Directions for this task: Scan the records for lines with the string "down". Say how many there are, and add nothing.

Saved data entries
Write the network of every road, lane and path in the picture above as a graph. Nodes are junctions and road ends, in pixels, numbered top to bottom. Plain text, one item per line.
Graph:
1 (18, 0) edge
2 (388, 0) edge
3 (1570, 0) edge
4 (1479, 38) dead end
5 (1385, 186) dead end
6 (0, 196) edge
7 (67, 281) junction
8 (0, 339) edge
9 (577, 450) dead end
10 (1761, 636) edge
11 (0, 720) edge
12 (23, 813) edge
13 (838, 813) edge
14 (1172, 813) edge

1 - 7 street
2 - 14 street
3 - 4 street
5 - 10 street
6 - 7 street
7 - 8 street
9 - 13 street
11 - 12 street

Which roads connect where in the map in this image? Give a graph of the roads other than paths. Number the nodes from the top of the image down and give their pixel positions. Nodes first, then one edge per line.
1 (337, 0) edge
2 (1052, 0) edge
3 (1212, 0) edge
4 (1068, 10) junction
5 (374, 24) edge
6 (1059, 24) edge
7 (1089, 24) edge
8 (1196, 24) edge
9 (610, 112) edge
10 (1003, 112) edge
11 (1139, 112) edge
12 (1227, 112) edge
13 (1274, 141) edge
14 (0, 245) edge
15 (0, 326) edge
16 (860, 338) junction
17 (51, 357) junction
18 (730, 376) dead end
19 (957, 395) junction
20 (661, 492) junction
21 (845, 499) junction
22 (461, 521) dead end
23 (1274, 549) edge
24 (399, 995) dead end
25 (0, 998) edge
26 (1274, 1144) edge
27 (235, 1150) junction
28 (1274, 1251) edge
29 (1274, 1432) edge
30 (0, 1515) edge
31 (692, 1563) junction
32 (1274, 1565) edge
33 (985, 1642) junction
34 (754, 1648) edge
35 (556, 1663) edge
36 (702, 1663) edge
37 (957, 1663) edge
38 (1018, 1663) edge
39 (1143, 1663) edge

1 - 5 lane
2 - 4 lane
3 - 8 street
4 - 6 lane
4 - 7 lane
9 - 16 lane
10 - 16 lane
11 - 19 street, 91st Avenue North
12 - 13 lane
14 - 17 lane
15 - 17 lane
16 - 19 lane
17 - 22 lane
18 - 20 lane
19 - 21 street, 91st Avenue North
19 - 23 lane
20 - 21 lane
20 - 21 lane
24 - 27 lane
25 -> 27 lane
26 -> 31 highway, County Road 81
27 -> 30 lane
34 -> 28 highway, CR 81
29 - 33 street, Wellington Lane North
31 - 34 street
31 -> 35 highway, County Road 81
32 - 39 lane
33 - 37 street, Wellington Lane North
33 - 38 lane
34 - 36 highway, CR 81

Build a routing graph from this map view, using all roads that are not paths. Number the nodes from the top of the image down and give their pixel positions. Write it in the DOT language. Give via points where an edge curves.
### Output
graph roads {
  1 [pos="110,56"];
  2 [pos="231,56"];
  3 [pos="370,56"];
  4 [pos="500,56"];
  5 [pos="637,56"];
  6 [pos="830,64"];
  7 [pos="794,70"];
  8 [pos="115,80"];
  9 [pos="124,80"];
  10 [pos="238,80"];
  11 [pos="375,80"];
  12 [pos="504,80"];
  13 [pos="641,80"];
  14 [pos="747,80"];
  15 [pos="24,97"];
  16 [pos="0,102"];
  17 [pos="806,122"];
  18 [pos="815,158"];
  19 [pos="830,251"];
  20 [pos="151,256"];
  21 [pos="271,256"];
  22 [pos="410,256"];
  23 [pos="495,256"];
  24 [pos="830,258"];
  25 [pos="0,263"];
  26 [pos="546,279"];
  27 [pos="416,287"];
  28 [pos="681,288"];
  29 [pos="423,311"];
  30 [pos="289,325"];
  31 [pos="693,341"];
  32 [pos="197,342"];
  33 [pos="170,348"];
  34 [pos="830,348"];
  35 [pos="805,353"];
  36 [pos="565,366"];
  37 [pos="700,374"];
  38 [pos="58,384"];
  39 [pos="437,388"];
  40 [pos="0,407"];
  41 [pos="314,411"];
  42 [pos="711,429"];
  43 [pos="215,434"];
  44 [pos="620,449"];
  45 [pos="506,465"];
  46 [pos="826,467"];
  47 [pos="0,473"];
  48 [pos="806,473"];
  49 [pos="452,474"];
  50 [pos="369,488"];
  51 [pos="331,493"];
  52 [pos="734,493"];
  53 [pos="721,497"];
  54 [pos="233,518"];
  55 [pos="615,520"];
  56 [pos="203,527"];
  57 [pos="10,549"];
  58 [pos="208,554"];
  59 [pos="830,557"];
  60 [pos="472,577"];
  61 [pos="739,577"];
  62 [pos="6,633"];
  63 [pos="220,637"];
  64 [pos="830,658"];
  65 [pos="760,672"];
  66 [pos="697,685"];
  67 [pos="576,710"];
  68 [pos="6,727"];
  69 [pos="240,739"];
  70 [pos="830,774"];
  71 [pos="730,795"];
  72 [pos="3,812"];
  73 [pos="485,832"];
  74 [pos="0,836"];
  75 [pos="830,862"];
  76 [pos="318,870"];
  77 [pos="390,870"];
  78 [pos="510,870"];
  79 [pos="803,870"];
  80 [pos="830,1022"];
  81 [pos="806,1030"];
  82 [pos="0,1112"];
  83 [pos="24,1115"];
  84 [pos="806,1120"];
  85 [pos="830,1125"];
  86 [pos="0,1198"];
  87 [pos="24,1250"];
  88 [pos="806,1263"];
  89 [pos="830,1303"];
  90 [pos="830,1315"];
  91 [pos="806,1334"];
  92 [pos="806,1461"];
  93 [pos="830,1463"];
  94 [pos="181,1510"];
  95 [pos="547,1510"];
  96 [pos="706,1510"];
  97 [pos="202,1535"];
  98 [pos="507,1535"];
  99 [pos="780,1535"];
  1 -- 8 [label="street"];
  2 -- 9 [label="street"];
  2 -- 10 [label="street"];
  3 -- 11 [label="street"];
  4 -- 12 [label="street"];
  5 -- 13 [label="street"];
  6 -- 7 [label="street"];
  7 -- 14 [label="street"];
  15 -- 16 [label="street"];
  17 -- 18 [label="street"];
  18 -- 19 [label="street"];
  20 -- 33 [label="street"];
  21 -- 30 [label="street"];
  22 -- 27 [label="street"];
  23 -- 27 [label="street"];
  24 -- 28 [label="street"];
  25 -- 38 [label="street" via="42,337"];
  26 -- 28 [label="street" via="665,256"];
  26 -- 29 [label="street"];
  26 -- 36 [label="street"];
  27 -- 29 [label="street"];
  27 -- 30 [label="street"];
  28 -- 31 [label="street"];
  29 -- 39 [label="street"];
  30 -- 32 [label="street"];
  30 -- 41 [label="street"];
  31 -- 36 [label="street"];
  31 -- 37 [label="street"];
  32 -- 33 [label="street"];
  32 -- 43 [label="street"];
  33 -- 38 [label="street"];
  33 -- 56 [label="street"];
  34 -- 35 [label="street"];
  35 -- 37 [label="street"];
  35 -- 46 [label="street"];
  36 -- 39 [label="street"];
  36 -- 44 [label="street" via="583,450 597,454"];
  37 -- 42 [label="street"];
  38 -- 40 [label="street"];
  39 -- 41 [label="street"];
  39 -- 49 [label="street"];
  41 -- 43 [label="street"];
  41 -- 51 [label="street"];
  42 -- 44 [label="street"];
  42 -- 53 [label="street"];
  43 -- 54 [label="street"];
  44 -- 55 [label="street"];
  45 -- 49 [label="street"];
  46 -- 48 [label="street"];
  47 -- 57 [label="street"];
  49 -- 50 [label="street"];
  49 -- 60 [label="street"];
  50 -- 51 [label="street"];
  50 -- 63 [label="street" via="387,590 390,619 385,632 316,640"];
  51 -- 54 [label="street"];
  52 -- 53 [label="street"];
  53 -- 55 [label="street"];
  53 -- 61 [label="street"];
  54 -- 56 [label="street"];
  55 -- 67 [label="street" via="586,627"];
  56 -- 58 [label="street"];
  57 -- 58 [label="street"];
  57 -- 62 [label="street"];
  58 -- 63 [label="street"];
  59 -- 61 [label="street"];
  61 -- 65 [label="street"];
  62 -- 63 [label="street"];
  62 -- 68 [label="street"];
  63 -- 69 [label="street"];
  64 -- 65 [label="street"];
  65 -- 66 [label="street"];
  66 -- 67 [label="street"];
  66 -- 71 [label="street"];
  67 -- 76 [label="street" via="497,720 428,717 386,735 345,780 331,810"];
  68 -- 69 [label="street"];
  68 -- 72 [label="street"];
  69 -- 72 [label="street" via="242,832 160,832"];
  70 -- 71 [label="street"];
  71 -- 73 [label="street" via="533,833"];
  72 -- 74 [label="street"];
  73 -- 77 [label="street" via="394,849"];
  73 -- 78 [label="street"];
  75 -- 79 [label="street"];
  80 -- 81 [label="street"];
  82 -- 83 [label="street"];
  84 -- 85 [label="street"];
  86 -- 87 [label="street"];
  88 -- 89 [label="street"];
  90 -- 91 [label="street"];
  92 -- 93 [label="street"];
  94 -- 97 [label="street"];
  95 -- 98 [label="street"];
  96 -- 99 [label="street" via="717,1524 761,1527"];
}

Response box: 2